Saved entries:
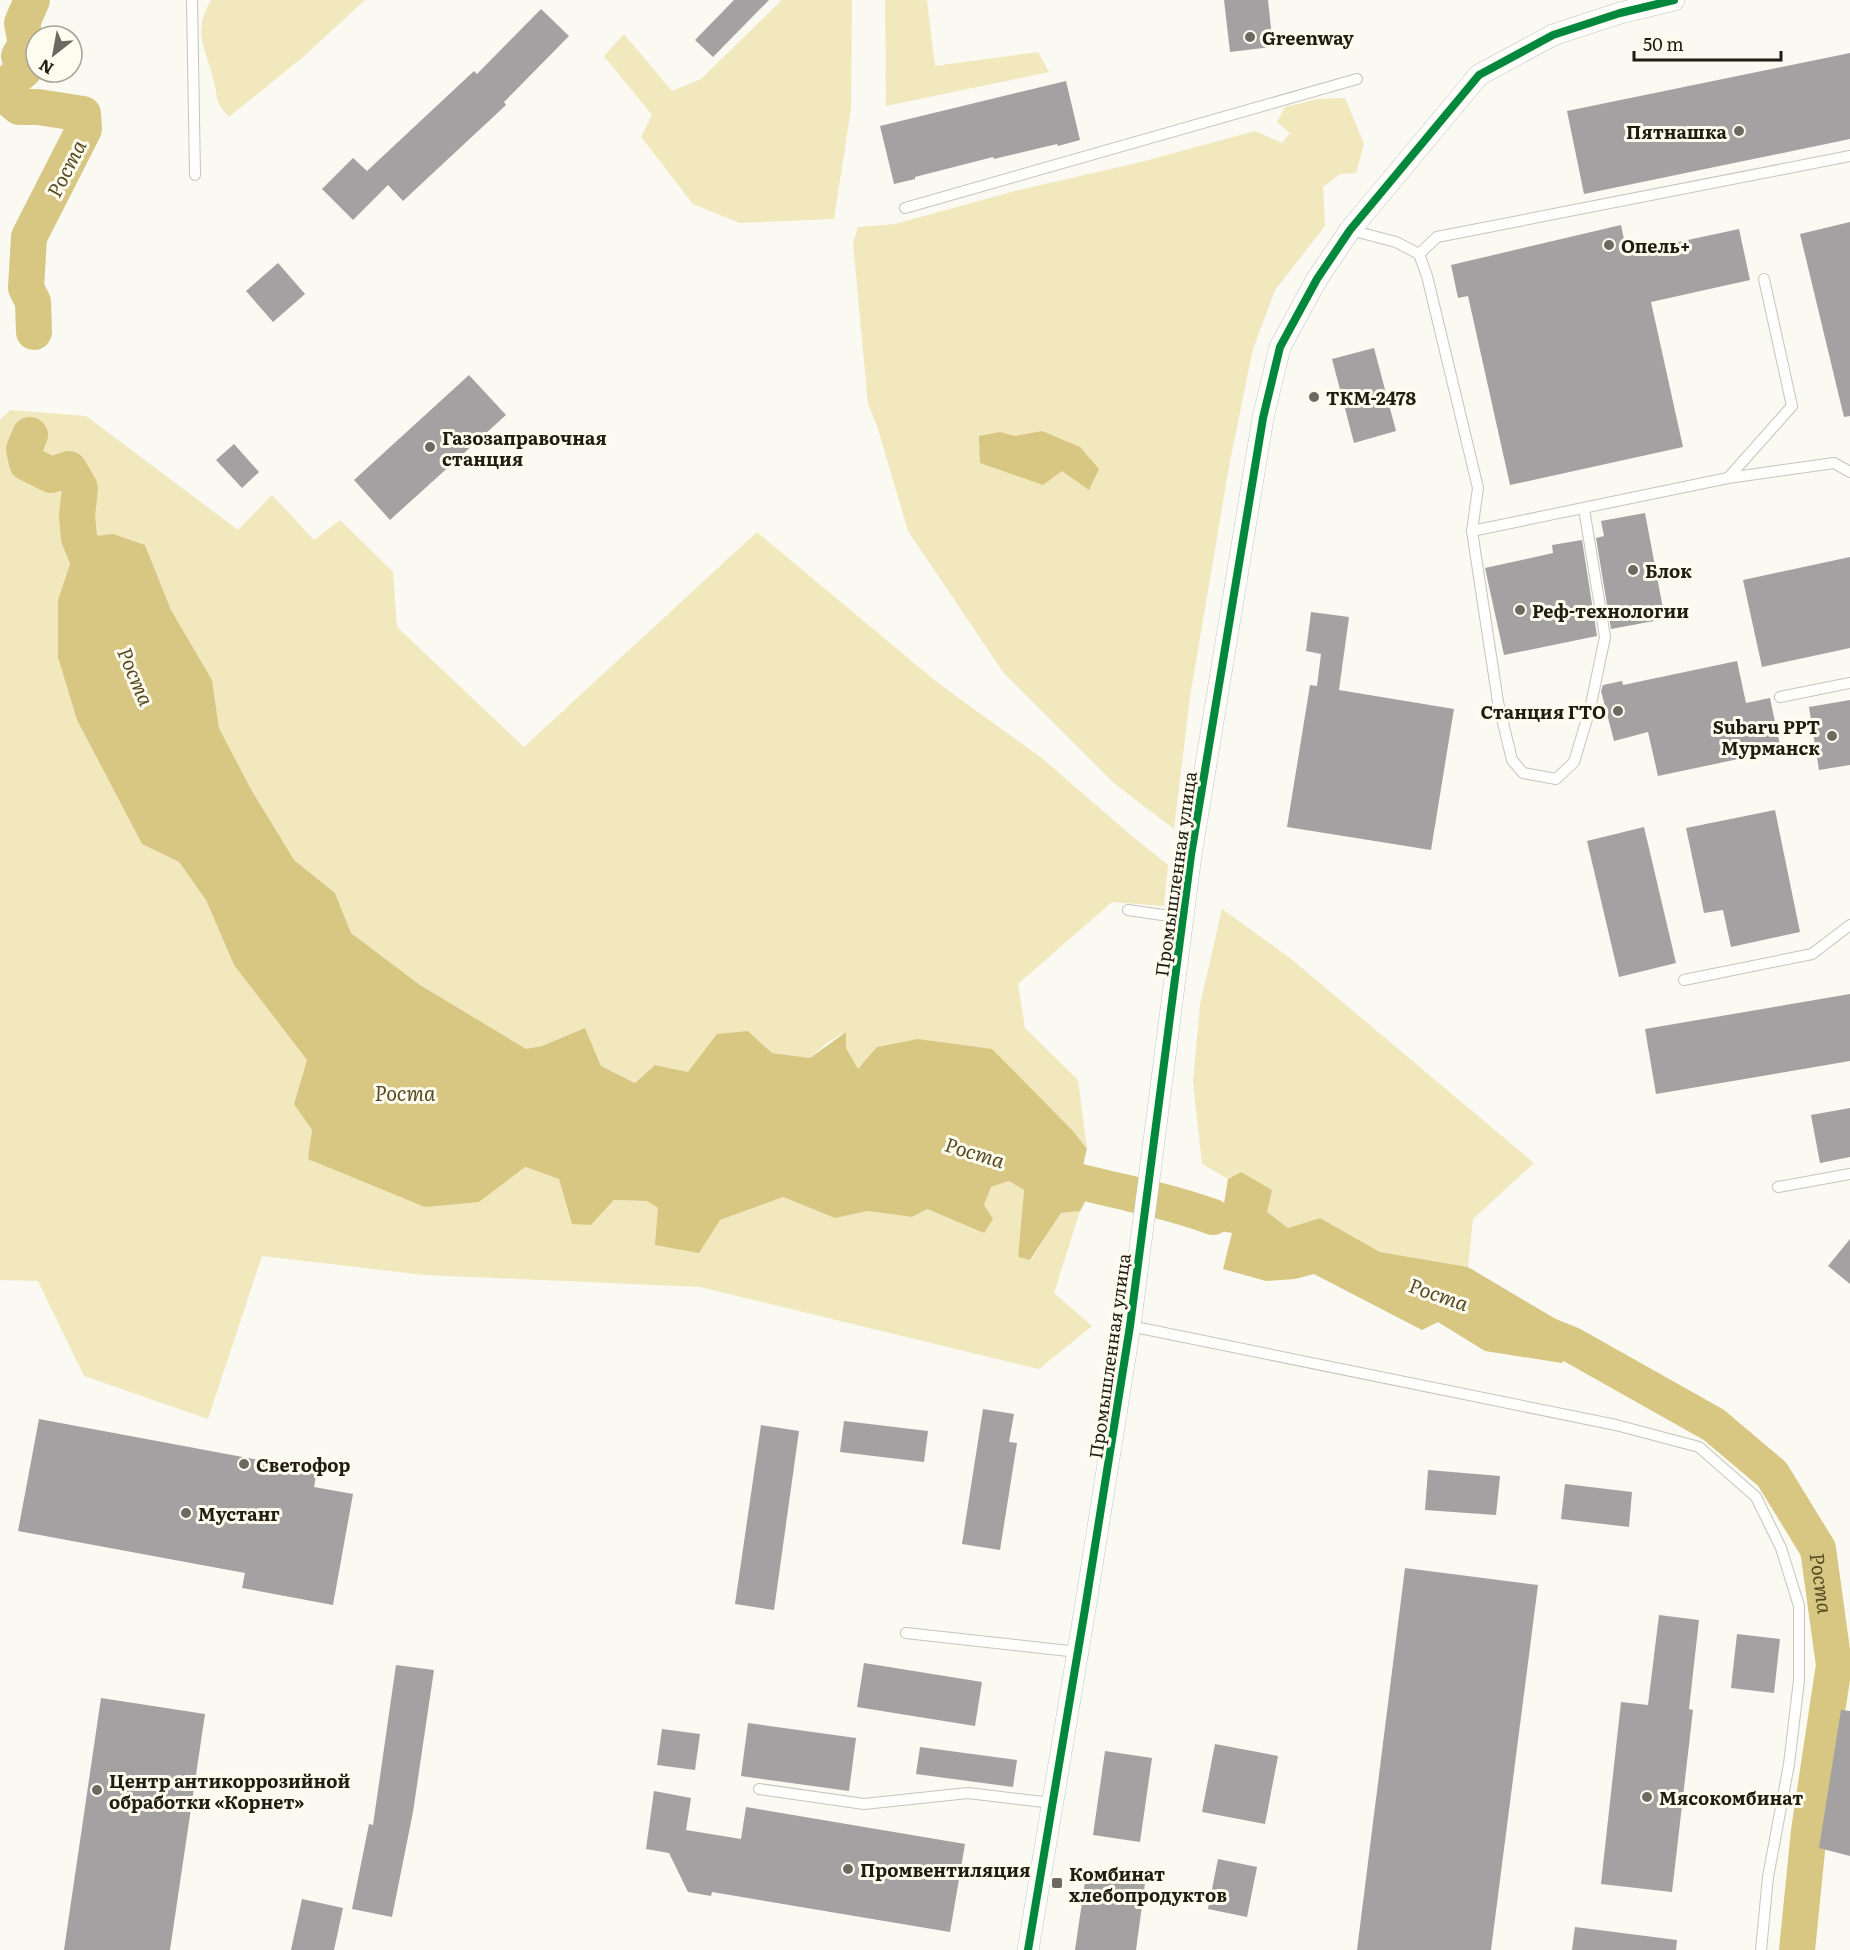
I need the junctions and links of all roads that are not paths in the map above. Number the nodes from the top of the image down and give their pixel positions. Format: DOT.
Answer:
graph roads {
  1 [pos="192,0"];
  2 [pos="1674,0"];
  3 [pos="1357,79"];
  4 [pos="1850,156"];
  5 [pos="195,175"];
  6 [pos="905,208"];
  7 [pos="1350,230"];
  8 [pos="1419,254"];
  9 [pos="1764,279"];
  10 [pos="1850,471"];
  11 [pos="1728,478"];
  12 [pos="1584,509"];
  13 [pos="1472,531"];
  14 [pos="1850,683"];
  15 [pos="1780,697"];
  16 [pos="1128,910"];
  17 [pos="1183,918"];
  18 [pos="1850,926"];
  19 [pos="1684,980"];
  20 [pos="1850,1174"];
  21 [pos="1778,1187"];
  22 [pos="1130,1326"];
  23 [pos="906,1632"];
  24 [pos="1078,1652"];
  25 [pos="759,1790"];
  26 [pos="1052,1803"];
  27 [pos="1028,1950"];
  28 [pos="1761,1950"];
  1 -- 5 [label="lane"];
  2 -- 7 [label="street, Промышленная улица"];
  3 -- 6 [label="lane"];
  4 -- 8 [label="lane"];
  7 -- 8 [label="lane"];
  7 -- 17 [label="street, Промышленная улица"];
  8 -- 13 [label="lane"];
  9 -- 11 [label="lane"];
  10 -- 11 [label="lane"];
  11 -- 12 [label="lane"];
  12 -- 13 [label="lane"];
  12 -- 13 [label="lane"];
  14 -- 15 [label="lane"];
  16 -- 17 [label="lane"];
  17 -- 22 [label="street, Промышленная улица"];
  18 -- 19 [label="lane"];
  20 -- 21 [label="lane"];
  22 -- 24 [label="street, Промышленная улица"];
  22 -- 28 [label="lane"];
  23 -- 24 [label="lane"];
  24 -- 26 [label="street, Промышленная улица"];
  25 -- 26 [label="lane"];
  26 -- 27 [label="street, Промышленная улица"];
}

### Requirement
With the pictures set aside, copy each line above as written.

### Solution to this task
I need the junctions and links of all roads that are not paths in the map above. Number the nodes from the top of the image down and give their pixel positions. Format: DOT.
Answer:
graph roads {
  1 [pos="192,0"];
  2 [pos="1674,0"];
  3 [pos="1357,79"];
  4 [pos="1850,156"];
  5 [pos="195,175"];
  6 [pos="905,208"];
  7 [pos="1350,230"];
  8 [pos="1419,254"];
  9 [pos="1764,279"];
  10 [pos="1850,471"];
  11 [pos="1728,478"];
  12 [pos="1584,509"];
  13 [pos="1472,531"];
  14 [pos="1850,683"];
  15 [pos="1780,697"];
  16 [pos="1128,910"];
  17 [pos="1183,918"];
  18 [pos="1850,926"];
  19 [pos="1684,980"];
  20 [pos="1850,1174"];
  21 [pos="1778,1187"];
  22 [pos="1130,1326"];
  23 [pos="906,1632"];
  24 [pos="1078,1652"];
  25 [pos="759,1790"];
  26 [pos="1052,1803"];
  27 [pos="1028,1950"];
  28 [pos="1761,1950"];
  1 -- 5 [label="lane"];
  2 -- 7 [label="street, Промышленная улица"];
  3 -- 6 [label="lane"];
  4 -- 8 [label="lane"];
  7 -- 8 [label="lane"];
  7 -- 17 [label="street, Промышленная улица"];
  8 -- 13 [label="lane"];
  9 -- 11 [label="lane"];
  10 -- 11 [label="lane"];
  11 -- 12 [label="lane"];
  12 -- 13 [label="lane"];
  12 -- 13 [label="lane"];
  14 -- 15 [label="lane"];
  16 -- 17 [label="lane"];
  17 -- 22 [label="street, Промышленная улица"];
  18 -- 19 [label="lane"];
  20 -- 21 [label="lane"];
  22 -- 24 [label="street, Промышленная улица"];
  22 -- 28 [label="lane"];
  23 -- 24 [label="lane"];
  24 -- 26 [label="street, Промышленная улица"];
  25 -- 26 [label="lane"];
  26 -- 27 [label="street, Промышленная улица"];
}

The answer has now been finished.